Apache Spark is “red hot” and an open-source data analytics cluster computing framework originally developed in the AMPLab at UC Berkeley. Spark fits into the Hadoop open-source community, building on top of the Hadoop Distributed File System (HDFS). However, Spark is not tied to the two stage MapReduce paradigm, and promises performance up to 100 times faster than Hadoop MapReduce for certain applications.
Spark provides primitives for in-memory cluster computing that allows user programs to load data into a cluster’s memory and query it repeatedly, making it well suited to machine learning algorithms.
These Videos will give you a nice introduction to Spark, how it’s being used and why you should care…
Spark in the Hadoop Ecosystem – Eric Baldeschwieler, CTO Hortonworks
Beyond Hadoop MapReduce: Interactive Analytic Insights Using Spark
ClearStory Data’s Sharmila Mulligan and Stephanie McReynolds discuss the applications of interactive big data technologies.
Parallel Programming with Spark (Part 1 & 2) – Matei Zaharia, Founder of Spark
Part 1: A brief intro to Scala and exploring data in the Spark Shell. Part 2: Writing standalone Spark programs using Scala or Java.
Strata 2014: Matei Zaharia, “How Companies are Using Spark, and Where the Edge in Big Data Will Be”

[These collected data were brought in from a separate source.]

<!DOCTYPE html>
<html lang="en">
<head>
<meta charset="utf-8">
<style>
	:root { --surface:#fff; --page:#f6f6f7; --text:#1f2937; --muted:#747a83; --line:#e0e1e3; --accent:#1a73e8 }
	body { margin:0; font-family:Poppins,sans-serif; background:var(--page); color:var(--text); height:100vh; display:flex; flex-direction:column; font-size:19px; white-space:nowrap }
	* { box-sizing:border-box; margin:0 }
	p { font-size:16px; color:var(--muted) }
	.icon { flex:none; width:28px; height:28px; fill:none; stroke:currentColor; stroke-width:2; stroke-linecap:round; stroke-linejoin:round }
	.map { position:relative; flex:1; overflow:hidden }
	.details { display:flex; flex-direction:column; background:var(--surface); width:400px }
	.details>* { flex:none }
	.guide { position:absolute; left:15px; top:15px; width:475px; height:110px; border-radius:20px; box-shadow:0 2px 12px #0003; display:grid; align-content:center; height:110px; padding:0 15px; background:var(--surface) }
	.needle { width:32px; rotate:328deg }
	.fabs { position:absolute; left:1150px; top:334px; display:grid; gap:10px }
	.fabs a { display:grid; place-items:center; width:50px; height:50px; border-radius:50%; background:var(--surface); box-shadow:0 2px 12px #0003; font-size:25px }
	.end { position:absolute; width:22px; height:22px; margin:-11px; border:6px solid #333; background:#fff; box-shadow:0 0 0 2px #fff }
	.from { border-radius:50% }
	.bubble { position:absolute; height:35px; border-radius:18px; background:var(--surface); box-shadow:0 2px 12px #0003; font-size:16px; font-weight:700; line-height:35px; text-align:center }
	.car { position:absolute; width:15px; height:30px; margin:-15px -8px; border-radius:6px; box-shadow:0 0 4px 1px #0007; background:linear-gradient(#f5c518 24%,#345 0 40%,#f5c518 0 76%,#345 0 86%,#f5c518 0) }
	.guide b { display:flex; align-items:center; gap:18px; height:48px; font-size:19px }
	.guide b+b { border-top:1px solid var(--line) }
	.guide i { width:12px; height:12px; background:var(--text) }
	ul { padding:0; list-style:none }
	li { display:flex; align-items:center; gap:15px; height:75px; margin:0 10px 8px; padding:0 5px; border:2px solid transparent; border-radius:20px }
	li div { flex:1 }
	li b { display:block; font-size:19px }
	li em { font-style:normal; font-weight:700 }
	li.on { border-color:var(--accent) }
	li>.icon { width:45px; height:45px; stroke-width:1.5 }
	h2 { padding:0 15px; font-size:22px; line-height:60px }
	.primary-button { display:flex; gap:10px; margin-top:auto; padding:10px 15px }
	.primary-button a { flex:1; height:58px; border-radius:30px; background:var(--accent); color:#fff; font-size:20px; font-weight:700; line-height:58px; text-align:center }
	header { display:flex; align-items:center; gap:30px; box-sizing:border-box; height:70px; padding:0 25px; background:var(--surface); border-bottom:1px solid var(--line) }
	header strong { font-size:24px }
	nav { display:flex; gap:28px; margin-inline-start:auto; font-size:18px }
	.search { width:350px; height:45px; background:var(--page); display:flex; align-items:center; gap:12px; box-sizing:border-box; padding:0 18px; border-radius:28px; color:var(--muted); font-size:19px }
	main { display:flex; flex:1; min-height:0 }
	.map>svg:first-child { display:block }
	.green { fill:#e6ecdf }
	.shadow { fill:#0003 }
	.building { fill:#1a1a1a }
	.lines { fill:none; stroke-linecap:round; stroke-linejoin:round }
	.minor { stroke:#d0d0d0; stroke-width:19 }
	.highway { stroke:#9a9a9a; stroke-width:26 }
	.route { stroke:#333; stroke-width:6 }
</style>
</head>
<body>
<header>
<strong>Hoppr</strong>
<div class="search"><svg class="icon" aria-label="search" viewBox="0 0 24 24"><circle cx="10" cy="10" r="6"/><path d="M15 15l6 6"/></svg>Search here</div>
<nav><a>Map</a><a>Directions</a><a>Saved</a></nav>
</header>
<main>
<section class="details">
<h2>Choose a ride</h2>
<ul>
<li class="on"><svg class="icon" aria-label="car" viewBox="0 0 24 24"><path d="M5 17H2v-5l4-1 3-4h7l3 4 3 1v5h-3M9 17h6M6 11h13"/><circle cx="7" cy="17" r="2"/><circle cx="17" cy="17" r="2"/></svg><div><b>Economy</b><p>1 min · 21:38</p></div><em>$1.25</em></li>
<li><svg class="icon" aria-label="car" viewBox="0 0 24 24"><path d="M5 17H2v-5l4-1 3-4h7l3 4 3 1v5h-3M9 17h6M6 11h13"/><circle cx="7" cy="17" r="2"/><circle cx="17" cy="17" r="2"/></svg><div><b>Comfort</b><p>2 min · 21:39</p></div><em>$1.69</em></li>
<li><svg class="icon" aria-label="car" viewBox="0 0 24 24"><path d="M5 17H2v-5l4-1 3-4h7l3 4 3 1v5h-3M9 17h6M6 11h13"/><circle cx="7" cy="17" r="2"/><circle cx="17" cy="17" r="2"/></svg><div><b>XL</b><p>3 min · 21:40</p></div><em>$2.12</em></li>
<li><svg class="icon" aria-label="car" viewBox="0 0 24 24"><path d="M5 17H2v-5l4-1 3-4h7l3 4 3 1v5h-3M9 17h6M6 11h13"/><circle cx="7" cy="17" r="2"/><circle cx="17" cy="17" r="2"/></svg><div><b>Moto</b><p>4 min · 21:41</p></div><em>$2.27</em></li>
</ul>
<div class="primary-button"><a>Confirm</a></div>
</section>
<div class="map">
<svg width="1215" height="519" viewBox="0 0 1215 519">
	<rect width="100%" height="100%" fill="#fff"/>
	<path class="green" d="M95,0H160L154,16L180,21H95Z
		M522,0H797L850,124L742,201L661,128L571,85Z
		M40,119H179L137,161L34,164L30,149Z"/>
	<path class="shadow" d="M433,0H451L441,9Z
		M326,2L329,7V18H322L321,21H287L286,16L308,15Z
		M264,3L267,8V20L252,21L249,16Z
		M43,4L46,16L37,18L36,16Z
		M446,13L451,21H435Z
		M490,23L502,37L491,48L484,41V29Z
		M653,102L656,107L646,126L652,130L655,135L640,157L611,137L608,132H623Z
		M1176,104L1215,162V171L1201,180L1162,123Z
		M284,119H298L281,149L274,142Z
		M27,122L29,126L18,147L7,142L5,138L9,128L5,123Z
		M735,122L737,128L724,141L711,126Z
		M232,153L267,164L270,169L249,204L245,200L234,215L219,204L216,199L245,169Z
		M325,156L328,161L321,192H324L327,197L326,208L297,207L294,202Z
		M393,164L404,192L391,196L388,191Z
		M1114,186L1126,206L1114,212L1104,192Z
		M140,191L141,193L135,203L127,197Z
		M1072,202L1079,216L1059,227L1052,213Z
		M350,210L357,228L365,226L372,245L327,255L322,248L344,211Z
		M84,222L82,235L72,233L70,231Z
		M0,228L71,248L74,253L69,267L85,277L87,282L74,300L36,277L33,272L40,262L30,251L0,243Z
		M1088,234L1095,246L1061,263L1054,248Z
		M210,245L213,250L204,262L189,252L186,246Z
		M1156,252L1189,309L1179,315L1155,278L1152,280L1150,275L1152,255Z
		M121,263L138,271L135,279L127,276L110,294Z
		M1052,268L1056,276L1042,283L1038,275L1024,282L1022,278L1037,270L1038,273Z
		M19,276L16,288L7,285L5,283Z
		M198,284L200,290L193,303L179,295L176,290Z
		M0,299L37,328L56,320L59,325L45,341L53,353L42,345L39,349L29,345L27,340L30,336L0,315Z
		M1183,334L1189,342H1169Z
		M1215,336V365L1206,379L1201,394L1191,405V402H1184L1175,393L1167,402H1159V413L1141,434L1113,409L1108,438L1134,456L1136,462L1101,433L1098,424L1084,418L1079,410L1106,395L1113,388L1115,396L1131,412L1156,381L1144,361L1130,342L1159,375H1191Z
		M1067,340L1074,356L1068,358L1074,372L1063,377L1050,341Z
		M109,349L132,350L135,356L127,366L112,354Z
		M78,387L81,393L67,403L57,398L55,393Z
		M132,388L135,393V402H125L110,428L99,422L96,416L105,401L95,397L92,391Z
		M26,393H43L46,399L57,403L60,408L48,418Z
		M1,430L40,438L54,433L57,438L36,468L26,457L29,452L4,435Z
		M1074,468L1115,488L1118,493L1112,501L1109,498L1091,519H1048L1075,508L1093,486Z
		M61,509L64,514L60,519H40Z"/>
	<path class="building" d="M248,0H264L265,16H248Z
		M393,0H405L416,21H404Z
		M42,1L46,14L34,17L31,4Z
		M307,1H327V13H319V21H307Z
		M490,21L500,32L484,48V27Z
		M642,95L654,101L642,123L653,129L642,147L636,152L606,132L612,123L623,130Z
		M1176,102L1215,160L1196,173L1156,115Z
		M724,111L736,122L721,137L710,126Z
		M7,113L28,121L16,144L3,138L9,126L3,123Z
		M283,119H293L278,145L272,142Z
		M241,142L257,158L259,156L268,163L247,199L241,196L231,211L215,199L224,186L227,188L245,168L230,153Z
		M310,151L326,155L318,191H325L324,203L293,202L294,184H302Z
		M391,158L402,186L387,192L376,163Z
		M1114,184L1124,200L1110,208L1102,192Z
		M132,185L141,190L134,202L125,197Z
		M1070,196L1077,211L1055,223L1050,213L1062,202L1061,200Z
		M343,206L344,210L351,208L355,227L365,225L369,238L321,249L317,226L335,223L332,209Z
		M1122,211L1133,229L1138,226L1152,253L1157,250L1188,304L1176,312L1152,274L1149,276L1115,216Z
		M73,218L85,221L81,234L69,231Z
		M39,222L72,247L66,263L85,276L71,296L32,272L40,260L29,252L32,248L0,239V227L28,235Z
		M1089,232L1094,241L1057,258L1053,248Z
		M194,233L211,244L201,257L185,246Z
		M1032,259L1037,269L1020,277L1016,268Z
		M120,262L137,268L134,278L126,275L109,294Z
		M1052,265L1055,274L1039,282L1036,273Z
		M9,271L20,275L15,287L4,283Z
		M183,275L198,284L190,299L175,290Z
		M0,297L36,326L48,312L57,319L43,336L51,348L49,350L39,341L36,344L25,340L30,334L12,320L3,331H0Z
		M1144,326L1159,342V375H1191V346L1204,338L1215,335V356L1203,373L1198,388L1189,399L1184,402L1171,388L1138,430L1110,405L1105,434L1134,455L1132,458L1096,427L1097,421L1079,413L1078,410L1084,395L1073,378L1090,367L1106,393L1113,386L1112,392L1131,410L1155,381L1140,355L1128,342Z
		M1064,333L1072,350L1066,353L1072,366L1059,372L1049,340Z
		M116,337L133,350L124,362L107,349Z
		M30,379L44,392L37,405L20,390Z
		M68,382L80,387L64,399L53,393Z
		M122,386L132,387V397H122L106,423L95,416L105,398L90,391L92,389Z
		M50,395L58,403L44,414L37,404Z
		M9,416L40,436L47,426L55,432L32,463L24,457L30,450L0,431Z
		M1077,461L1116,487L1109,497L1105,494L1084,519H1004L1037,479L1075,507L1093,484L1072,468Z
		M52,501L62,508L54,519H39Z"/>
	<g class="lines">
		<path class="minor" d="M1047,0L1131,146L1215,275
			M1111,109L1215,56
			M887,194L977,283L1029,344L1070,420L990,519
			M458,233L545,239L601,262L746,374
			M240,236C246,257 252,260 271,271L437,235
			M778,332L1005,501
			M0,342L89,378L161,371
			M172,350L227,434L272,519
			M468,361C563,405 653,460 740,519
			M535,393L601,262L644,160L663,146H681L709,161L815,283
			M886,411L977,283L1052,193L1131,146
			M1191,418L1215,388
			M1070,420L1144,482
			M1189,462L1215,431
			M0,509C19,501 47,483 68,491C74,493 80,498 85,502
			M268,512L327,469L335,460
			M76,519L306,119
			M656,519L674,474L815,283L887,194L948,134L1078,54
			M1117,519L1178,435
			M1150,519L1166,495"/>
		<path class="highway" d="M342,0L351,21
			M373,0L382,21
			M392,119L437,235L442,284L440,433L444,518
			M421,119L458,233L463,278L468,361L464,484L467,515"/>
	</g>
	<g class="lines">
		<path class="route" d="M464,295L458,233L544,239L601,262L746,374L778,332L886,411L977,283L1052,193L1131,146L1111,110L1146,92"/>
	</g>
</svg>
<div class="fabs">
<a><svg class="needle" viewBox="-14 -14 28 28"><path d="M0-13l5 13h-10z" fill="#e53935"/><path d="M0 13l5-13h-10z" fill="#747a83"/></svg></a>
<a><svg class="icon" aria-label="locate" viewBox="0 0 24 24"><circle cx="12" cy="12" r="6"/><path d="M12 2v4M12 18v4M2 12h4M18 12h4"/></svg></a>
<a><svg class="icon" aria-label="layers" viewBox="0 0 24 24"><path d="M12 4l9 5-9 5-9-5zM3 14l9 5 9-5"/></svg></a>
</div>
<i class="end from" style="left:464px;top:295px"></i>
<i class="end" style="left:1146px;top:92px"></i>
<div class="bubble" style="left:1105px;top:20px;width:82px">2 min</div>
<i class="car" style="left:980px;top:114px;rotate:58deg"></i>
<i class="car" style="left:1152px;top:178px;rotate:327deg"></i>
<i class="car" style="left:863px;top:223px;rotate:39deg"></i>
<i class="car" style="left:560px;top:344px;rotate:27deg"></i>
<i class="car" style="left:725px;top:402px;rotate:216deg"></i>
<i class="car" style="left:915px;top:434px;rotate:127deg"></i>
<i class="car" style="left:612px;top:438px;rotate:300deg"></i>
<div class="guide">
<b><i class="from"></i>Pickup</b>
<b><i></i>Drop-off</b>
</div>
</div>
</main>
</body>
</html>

While the first big data systems made a new class of applications possible, organizations must now compete on the speed and sophistication with which they can draw value from data. Future data processing platforms will need to not just scale cost-effectively; but to allow ever more real-time analysis, and to support both simple queries and today’s most sophisticated analytics algorithms. Through the Spark project at Apache and Berkeley, we’ve brought six years research to enable real-time and complex analytics within the Hadoop stack.